Exercise requirements -
Lines holding the string "grestore" are the ones to copy; find them all in the data.

Dataset records -

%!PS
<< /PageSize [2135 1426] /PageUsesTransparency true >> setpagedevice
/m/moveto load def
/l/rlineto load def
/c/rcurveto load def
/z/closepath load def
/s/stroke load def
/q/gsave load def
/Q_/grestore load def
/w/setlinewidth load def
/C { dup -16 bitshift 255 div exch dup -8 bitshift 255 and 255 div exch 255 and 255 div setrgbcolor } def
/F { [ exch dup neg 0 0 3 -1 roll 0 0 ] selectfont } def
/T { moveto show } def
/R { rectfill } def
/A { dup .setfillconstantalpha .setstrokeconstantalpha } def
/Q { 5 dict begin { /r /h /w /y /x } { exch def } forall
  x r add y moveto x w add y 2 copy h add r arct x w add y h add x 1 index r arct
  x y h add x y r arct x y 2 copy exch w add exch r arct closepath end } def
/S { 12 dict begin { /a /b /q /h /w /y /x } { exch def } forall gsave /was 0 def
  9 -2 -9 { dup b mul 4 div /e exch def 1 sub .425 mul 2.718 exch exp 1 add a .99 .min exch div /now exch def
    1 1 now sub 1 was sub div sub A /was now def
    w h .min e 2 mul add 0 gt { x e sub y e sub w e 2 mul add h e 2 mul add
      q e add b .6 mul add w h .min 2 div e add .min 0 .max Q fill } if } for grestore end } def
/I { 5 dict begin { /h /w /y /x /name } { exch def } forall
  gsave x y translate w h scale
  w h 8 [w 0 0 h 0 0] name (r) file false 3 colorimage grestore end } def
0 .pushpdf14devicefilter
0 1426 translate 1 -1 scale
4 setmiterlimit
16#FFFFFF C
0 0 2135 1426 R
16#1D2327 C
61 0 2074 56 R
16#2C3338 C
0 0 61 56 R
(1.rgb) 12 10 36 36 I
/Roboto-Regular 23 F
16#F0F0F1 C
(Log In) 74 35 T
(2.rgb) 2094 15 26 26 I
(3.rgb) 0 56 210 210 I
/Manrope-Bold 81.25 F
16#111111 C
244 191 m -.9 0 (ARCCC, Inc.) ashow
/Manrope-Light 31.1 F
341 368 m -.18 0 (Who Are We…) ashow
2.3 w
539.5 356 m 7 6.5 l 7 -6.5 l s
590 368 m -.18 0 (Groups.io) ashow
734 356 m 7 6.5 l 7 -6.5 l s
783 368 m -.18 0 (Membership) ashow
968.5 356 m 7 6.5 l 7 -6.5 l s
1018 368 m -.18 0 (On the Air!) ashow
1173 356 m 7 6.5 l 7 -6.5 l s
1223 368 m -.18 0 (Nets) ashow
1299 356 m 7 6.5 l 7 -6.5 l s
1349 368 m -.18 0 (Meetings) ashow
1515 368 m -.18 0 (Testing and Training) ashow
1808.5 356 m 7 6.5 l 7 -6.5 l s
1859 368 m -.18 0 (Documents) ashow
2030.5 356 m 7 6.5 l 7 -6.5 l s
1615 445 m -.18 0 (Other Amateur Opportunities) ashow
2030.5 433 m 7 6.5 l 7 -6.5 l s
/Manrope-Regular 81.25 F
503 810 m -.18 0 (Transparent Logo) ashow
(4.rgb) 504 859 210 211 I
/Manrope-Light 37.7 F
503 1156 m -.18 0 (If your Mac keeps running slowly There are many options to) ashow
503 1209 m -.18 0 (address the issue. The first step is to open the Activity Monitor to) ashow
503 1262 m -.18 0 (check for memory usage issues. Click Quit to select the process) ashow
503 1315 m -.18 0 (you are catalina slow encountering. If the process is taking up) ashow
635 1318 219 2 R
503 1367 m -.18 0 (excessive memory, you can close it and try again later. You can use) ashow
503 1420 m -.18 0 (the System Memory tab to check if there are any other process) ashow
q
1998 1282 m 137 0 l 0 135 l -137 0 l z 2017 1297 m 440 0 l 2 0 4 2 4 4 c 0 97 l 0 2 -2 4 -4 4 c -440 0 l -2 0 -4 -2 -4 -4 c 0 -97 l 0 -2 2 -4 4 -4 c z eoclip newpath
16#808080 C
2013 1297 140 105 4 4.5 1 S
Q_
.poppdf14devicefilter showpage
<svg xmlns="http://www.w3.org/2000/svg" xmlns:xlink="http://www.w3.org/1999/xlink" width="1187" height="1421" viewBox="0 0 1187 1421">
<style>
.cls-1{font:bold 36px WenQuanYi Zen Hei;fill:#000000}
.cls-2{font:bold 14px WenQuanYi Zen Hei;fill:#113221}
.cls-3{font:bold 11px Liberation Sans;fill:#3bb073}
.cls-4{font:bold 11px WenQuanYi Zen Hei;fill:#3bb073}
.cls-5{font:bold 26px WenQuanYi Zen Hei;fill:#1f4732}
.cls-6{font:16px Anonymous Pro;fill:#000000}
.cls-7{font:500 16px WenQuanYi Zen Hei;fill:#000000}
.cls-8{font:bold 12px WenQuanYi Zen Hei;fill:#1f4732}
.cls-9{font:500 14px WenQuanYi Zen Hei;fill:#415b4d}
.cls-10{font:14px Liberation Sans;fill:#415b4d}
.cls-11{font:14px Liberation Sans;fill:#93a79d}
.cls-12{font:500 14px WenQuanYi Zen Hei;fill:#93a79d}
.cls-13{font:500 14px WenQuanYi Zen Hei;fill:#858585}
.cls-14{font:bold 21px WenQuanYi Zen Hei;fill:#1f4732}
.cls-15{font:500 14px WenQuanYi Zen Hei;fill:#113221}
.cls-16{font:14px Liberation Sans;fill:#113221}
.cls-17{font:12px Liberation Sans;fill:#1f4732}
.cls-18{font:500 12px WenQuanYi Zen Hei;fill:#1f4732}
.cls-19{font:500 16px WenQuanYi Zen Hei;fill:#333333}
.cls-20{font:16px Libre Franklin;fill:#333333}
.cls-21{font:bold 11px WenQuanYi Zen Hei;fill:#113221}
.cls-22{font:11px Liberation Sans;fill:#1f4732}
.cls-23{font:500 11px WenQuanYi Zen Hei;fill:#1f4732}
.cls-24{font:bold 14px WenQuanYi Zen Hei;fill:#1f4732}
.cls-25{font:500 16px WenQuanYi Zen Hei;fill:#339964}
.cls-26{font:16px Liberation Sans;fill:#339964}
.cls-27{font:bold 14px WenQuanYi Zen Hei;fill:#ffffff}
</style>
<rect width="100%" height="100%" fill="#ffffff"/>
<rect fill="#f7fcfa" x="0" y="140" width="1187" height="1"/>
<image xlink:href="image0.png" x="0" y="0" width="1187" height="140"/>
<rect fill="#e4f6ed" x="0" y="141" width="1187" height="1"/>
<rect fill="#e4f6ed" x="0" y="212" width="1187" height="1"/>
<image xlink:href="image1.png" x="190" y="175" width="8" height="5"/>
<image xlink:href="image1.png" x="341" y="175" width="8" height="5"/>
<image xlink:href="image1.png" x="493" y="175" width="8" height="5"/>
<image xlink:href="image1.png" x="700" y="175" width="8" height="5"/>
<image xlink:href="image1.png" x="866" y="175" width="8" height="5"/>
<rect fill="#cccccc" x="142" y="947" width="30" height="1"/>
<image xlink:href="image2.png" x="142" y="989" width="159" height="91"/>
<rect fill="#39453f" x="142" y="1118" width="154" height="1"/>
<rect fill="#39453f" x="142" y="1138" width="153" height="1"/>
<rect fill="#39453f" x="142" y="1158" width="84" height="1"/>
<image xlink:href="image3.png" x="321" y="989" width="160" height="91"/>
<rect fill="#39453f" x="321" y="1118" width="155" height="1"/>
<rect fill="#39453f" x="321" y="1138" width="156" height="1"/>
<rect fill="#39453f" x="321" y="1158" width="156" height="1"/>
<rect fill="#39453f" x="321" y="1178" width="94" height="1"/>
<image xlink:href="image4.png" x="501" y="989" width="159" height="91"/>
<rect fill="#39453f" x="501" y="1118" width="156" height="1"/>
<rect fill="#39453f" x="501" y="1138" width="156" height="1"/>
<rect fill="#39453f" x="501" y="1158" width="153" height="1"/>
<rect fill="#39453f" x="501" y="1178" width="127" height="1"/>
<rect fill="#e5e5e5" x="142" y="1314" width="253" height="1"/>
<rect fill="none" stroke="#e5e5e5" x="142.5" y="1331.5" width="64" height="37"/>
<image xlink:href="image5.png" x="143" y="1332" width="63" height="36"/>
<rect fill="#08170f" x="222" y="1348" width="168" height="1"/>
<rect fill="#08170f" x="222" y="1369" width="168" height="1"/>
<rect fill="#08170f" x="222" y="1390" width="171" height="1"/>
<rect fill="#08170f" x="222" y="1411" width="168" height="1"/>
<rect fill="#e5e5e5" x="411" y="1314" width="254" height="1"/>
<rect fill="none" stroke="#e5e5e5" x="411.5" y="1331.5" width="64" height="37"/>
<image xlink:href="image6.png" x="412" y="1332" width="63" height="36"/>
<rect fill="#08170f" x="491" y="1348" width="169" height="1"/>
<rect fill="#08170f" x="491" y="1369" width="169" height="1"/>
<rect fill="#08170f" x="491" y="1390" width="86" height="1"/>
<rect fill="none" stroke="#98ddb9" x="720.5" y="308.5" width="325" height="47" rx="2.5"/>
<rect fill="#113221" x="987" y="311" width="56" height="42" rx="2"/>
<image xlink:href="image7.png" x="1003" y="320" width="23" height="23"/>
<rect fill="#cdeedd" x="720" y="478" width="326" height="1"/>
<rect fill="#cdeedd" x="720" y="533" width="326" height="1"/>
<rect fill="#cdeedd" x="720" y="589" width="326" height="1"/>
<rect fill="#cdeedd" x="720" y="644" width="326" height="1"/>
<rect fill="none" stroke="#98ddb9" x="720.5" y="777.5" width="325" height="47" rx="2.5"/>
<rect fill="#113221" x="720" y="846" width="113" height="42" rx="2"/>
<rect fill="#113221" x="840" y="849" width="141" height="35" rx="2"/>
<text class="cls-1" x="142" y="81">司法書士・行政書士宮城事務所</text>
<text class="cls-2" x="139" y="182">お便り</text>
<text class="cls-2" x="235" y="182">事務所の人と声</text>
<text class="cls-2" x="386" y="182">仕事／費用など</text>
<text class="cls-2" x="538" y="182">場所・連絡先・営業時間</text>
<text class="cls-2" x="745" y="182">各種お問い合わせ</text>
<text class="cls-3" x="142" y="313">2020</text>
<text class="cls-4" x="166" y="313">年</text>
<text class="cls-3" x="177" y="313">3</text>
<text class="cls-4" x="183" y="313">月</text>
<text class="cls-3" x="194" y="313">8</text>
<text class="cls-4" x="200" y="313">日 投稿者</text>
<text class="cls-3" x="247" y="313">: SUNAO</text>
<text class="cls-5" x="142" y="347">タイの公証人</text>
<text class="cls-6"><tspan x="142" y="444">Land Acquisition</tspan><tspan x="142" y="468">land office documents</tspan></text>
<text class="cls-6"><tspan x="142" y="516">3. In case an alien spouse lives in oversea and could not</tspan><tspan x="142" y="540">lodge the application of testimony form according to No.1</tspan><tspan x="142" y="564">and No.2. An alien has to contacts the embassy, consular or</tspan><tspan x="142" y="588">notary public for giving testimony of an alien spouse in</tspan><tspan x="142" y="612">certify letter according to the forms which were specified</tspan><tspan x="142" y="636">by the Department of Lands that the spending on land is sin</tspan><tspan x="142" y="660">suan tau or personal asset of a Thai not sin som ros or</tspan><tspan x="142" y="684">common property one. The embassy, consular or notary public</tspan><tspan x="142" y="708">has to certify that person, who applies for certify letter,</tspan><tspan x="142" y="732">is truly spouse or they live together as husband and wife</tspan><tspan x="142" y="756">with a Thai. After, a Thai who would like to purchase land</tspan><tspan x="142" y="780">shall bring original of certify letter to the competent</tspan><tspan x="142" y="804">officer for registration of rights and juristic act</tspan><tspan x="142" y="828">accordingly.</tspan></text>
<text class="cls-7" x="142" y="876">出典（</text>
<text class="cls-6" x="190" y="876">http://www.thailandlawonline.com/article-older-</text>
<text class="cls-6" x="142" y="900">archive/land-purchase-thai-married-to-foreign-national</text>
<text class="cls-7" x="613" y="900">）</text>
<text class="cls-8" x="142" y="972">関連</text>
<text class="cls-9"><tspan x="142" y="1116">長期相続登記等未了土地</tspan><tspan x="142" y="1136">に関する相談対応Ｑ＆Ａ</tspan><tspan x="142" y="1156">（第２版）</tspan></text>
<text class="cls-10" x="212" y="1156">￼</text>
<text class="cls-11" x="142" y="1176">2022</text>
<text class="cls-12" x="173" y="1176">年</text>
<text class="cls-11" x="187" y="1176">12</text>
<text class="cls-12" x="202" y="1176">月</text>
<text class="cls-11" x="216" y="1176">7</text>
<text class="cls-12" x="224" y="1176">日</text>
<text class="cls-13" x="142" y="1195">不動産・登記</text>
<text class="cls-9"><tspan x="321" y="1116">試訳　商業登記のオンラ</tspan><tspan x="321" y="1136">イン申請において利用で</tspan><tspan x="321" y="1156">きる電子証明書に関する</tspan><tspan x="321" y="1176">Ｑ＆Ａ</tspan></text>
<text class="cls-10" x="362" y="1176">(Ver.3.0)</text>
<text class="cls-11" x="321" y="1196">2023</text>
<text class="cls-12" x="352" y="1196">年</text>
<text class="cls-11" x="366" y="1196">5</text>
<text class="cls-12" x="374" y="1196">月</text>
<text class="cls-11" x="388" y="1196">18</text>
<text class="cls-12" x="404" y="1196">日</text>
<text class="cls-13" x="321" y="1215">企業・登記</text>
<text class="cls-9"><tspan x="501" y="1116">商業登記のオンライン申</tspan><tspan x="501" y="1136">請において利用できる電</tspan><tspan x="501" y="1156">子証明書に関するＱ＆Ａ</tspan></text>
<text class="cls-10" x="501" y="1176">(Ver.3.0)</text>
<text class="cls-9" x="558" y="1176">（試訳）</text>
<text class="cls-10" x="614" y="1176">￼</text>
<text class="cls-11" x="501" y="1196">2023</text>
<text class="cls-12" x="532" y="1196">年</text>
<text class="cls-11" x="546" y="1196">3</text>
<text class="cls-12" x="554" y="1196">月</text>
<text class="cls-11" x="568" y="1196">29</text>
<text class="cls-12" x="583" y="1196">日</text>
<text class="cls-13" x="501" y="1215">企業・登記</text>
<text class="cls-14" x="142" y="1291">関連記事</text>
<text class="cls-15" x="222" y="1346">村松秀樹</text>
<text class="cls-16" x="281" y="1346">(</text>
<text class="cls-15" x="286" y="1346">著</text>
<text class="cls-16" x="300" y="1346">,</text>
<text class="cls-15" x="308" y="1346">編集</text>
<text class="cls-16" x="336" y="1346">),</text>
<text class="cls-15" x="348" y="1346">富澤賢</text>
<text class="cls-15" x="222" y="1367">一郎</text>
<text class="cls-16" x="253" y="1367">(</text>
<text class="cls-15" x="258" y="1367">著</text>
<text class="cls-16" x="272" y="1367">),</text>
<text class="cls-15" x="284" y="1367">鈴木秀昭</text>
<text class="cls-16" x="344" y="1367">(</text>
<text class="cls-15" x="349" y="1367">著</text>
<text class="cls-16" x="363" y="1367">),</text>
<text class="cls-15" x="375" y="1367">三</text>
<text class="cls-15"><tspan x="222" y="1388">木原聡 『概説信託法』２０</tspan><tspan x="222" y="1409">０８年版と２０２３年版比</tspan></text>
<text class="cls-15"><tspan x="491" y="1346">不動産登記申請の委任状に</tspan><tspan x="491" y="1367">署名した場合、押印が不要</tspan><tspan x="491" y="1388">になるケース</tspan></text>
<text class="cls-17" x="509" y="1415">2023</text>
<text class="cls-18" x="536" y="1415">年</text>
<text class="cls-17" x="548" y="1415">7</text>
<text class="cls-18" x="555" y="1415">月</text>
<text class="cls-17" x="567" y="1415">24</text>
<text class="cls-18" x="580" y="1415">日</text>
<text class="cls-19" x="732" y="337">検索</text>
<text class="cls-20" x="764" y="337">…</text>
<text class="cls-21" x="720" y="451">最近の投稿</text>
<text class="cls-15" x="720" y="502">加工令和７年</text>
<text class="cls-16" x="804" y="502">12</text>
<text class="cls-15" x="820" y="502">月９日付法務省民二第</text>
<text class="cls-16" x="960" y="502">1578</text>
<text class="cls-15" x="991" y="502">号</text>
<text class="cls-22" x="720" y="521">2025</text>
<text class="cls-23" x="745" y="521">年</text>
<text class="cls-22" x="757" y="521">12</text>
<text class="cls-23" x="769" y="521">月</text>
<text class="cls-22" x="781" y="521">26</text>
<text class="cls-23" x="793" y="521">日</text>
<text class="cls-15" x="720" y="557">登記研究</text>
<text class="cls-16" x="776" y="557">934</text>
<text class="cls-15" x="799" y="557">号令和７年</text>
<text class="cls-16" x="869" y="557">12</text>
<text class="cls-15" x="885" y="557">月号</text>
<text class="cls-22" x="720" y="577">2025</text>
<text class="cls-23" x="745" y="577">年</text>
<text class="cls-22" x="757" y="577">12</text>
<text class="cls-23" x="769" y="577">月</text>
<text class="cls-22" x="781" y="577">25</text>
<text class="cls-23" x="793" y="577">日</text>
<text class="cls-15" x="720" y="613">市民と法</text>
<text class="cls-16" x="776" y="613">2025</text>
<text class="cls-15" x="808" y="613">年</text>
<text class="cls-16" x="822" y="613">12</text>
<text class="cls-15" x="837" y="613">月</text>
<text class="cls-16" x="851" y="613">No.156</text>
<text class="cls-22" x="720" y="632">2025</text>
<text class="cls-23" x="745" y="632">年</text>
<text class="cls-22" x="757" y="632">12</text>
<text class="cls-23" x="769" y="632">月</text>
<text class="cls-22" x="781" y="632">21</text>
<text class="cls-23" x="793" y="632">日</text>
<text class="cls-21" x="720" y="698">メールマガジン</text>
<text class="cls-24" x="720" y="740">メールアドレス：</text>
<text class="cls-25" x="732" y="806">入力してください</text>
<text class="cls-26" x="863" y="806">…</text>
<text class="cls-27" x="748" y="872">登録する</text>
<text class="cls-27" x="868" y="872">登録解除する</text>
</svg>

Exercise response -
/Q_/grestore load def
      q e add b .6 mul add w h .min 2 div e add .min 0 .max Q fill } if } for grestore end } def
  w h 8 [w 0 0 h 0 0] name (r) file false 3 colorimage grestore end } def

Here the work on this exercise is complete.